La nueva semana arranca con un cambio de tono que pocos habrían anticipado hace apenas unos días. Después de meses en los que la principal preocupación era cuánto podía agravarse la crisis en Oriente Medio, los mercados han comenzado a descontar un escenario completamente distinto: una reducción significativa del riesgo geopolítico y la reapertura del Estrecho de Ormuz. Ese cambio de expectativas está teniendo efectos inmediatos sobre prácticamente todos los activos financieros.
El acontecimiento más importante del fin de semana fue el anuncio de un acuerdo preliminar entre Estados Unidos e Irán para poner fin al conflicto y normalizar el tráfico energético en la región. Aunque todavía quedan detalles por concretar y la firma formal está prevista para los próximos días, el mercado ha decidido centrarse en la consecuencia más inmediata: el riesgo de interrupción prolongada del suministro de petróleo se ha reducido de forma drástica.
La reacción ha sido contundente. El Brent cae cerca de un 5% y vuelve a la zona de los 83 dólares por barril, niveles que no se veían desde antes de la fase más intensa del conflicto. Hace apenas una semana el mercado discutía la posibilidad de un petróleo por encima de 100 dólares durante un periodo prolongado. Hoy la conversación gira en torno a cuánto puede aliviarse la inflación global si la energía mantiene esta tendencia descendente.
La caída del petróleo tiene implicaciones que van mucho más allá de las compañías energéticas. Durante las últimas semanas, el crudo había sido el principal mecanismo por el que la geopolítica se trasladaba a los mercados financieros. Más petróleo implicaba más inflación, más presión sobre los bancos centrales y mayores rentabilidades en los bonos. Ahora la dirección es la contraria. Menores costes energéticos reducen los riesgos inflacionistas y permiten a los inversores volver a contemplar escenarios monetarios menos restrictivos.
Por eso la reacción más interesante no se está produciendo únicamente en las materias primas. Las bolsas asiáticas han arrancado la semana con fuertes avances. El Nikkei japonés sube más de un 5% y se aproxima nuevamente a máximos históricos, mientras que Corea del Sur también registra ganancias cercanas al 5%. Los futuros estadounidenses apuntan igualmente a una apertura claramente positiva.

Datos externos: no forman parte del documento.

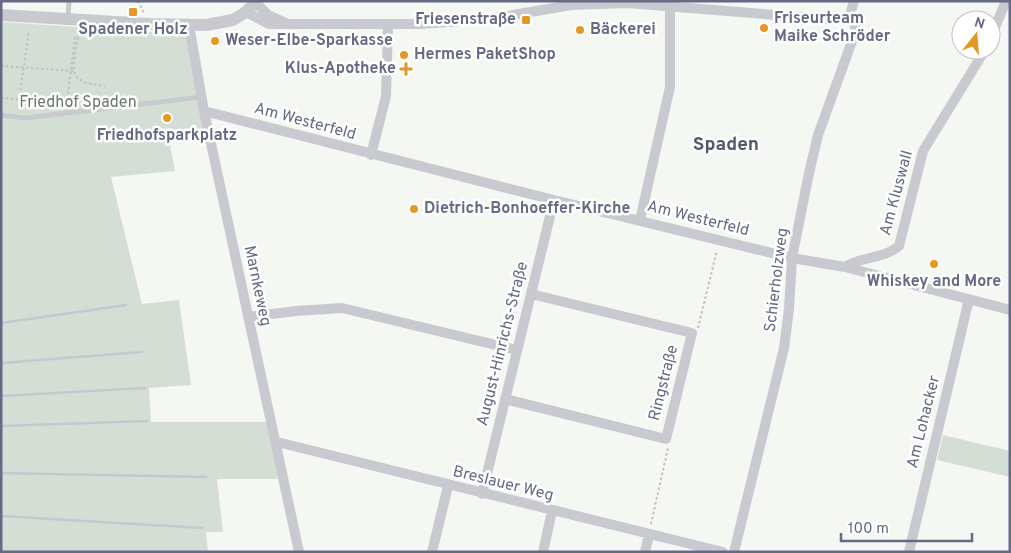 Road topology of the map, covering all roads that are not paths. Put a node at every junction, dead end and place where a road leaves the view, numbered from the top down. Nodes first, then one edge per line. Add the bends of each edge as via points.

Las divisas reflejan el mismo movimiento. El dólar pierde terreno frente a la mayoría de monedas desarrolladas y emergentes, mientras las divisas más sensibles al crecimiento global recuperan posiciones. El dólar australiano, el dólar neozelandés y varias monedas asiáticas avanzan con fuerza gracias al regreso del apetito por el riesgo.
Sin embargo, aunque el mercado haya encontrado un nuevo motivo para el optimismo, el foco empieza a desplazarse rápidamente hacia la política monetaria. Esta semana concentra varias reuniones de bancos centrales con capacidad para influir de forma significativa en los mercados. La Reserva Federal celebrará una reunión especialmente relevante porque será la primera oportunidad para evaluar si la reciente relajación de los precios energéticos modifica su percepción sobre las perspectivas de inflación. El consenso sigue esperando que mantenga los tipos sin cambios.
Al mismo tiempo, el Banco de Japón vuelve a captar atención. El mercado sigue especulando con una subida adicional de tipos hasta el 1%, el nivel más alto en más de tres décadas. Después de meses marcados por la debilidad del yen y por las intervenciones verbales de las autoridades japonesas, cualquier cambio en la política monetaria japonesa podría tener efectos importantes sobre los mercados de divisas y renta fija global.
Si la semana pasada estuvo dominada por el miedo a una inflación alimentada por la energía, la nueva semana comienza con la situación inversa. El petróleo deja de ser un problema inmediato y devuelve protagonismo a los bancos centrales. La cuestión para los próximos días ya no es cuánto puede empeorar Oriente Medio, sino si la caída del crudo será suficiente para que la Reserva Federal y otros bancos centrales adopten un tono menos agresivo. Esa respuesta probablemente determinará si el actual rebote se convierte en algo más duradero que un simple alivio geopolítico.